Videos of the oil leak 5,000 feet down in the Gulf of Mexico are coming out, and according to some scientists, the news is even worse than we thought.
If you remember back a few weeks to the outset of the BP oil spill, the official estimate was that 1,000 barrels of oil (42,000 gallons) was leaking into the Gulf of Mexico. While that’s nothing to sneeze at, the total wasn’t catastrophic compared to historic spills like the Exxon Valdez. Then, more than a week after the Deepwater Horizon exploded and sank, scientists at the National Oceanic and Atmospheric Administration did their own quick calculation and quintupled the estimate to 5,000 barrels per day.
BP later acknowledged to Congress that the worst case, if the leak accelerated, would be 60,000 barrels a day, a flow rate that would dump a plume the size of the Exxon Valdez spill into the gulf every four days. BP’s chief executive, Tony Hayward, has estimated that the reservoir tapped by the out-of-control well holds at least 50 million barrels of oil [The New York Times].
Now, according to an independent analysis done by Purdue’s Steve Werely with video footage of the leak, that worst-case figure by BP is close to what’s actually happening, and the true total might be even higher. Werely estimates the leak at 70,000 barrels per day, and with a 20% uncertainty in the numbers, that gives a range of 56,000 to 84,000.
Werely told The Guardian he based his estimate on techniques which track the speed of objects travelling in the flow stream.”You can see in the video lots of swirls and vortices pumping out of the end of the pipe, and I used a computer code to track those swirls and come up with the speed at which the oils is shooting out of the pipe,” he said. “From there it is a very simple calculation to figure out what is the volume flow” [The Guardian].
A second estimate by Eugene Chiang of UC-Berkeley provided a window of 20,000 to 100,000 barrels a day. Though the margin is wider, the estimate roughly coincides with Werely’s. But, if these guys are right, then how the heck did initial estimates miss the mark so badly?
The 5,000-barrel-a-day estimate was produced in Seattle by a NOAA unit that responds to oil spills.

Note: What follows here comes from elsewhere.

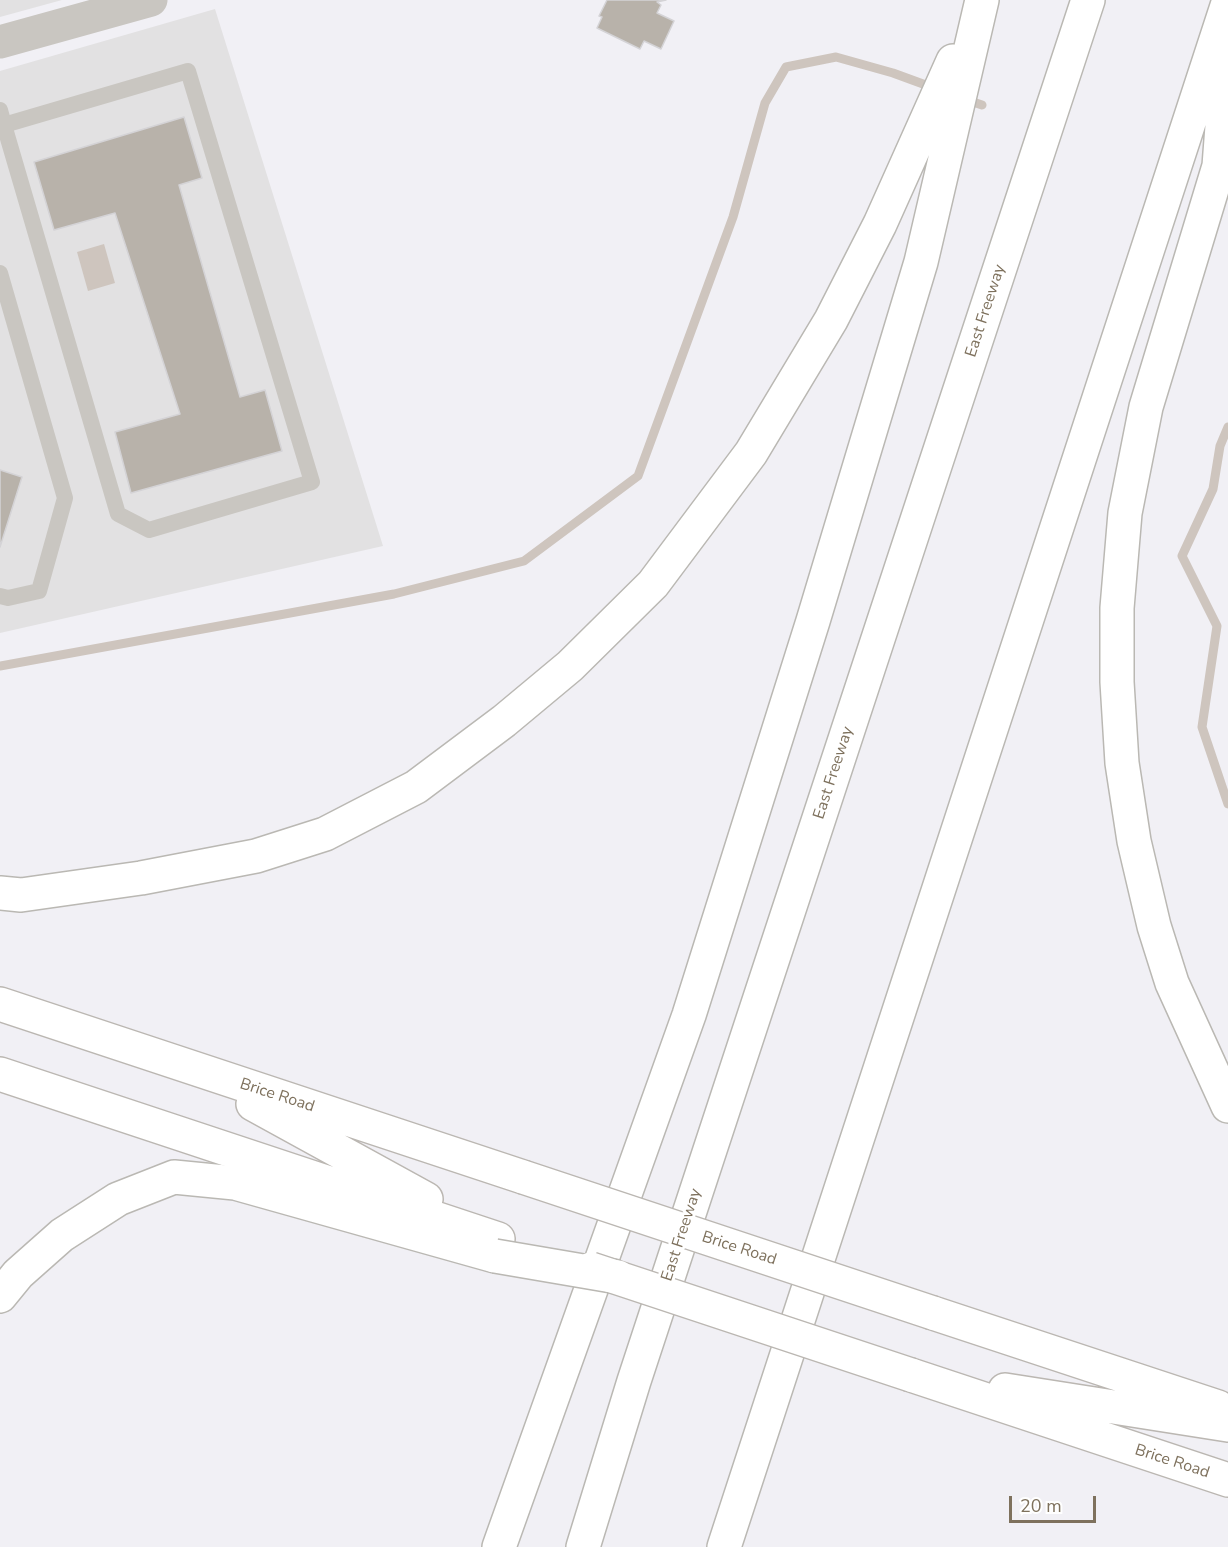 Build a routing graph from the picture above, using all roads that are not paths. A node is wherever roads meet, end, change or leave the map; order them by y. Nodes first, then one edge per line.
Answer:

It was calculated with a protocol known as the Bonn convention that calls for measuring the extent of an oil spill, using its color to judge the thickness of oil atop the water, and then multiplying [The New York Times].
But according to other experts, that method isn’t especially accurate for large spills, especially one like this with large quantities of oil below the surface, unable to be seen from above.

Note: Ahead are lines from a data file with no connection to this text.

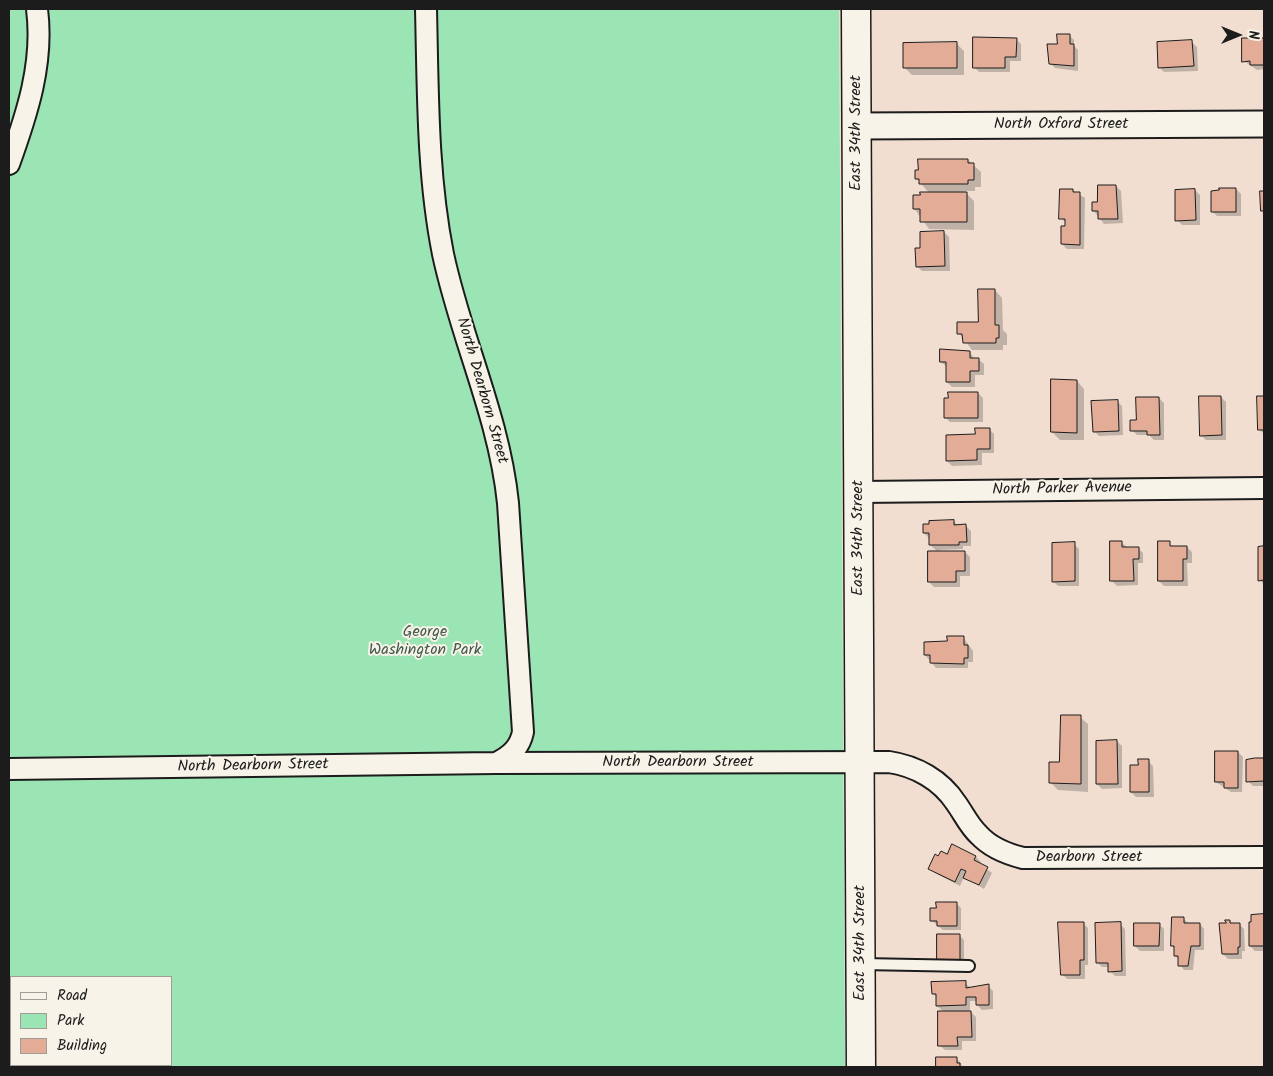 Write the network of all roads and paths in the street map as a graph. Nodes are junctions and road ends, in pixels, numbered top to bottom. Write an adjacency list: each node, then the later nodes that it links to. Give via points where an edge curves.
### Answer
1 (37, 9): 6 (street, via 38,51 34,83 24,124)
2 (426, 9): 10 (street, North Dearborn Street, via 430,153 440,236 454,297 505,468 522,732 517,747)
3 (856, 9): 5 (main road, East 34th Street)
4 (1264, 124): 5 (street, North Oxford Street)
5 (857, 126): 8 (main road, East 34th Street)
6 (9, 164)
7 (1264, 488): 8 (street, North Parker Avenue)
8 (859, 492): 9 (main road, East 34th Street)
9 (860, 762): 10 (street, North Dearborn Street); 12 (street, Dearborn Street, via 896,763 926,774 945,789 984,840 1023,858); 13 (main road, East 34th Street)
10 (496, 763): 11 (street, North Dearborn Street)
11 (9, 769)
12 (1264, 857)
13 (861, 964): 14 (lane); 15 (main road, East 34th Street)
14 (969, 966)
15 (862, 1067)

There’s another alternative way to measure this, too. Researchers can use ultrasound to measure the flow rate; they do it under happier circumstances to measure how much oil or gas a well is providing. But two researchers who were going to take these measurements were turned away because BP was about to commence its now-failed attempt to install a containment box over the leak. They haven’t been invited back yet.
It’s one thing to be wrong, but the troubling development in measuring the spill is that neither BP nor NOAA appears terribly interested in getting the right number. When asked about the varying estimates of the leak total, BP leaders have deflected the question and said that it doesn’t really matter how big the spill is because their response would be the same. The government has responded in much the same way:
“I think the estimate at the time was, and remains, a reasonable estimate,” said Dr. Lubchenco, the NOAA administrator. “Having greater precision about the flow rate would not really help in any way. We would be doing the same things” [The New York Times].
For immediate response that may be true. But what about after the spill is finally, someday, stopped? Just as one example, it came out this week that the Deepwater Horizon, like many other rigs in the Gulf, was given the go-ahead to drill without receiving permits for assessing potential dangers to endangered species in the area. Now that responders are playing catch-up after the fact, it might be nice to know whether the leak amounts to 5,000 barrels a day or an entire order of magnitude higher than that.
In any case, the Coast Guard is beginning to treat the spill as a major disaster, according to Commandant Thad Allen.
“It has the potential to be catastrophic … I am going to act as if it is,” Allen told reporters in a briefing [Reuters].
Previous posts on the Gulf Oil Spill:
80beats: Testimony Highlights 3 Major Failures That Caused Gulf Spill
80beats: 5 Offshore Oil Hotspots Beyond the Gulf That Could Boom—Or Go Boom
80beats: Gulf Oil Spill: Do Chemical Dispersants Pose Their Own Environmental Risk?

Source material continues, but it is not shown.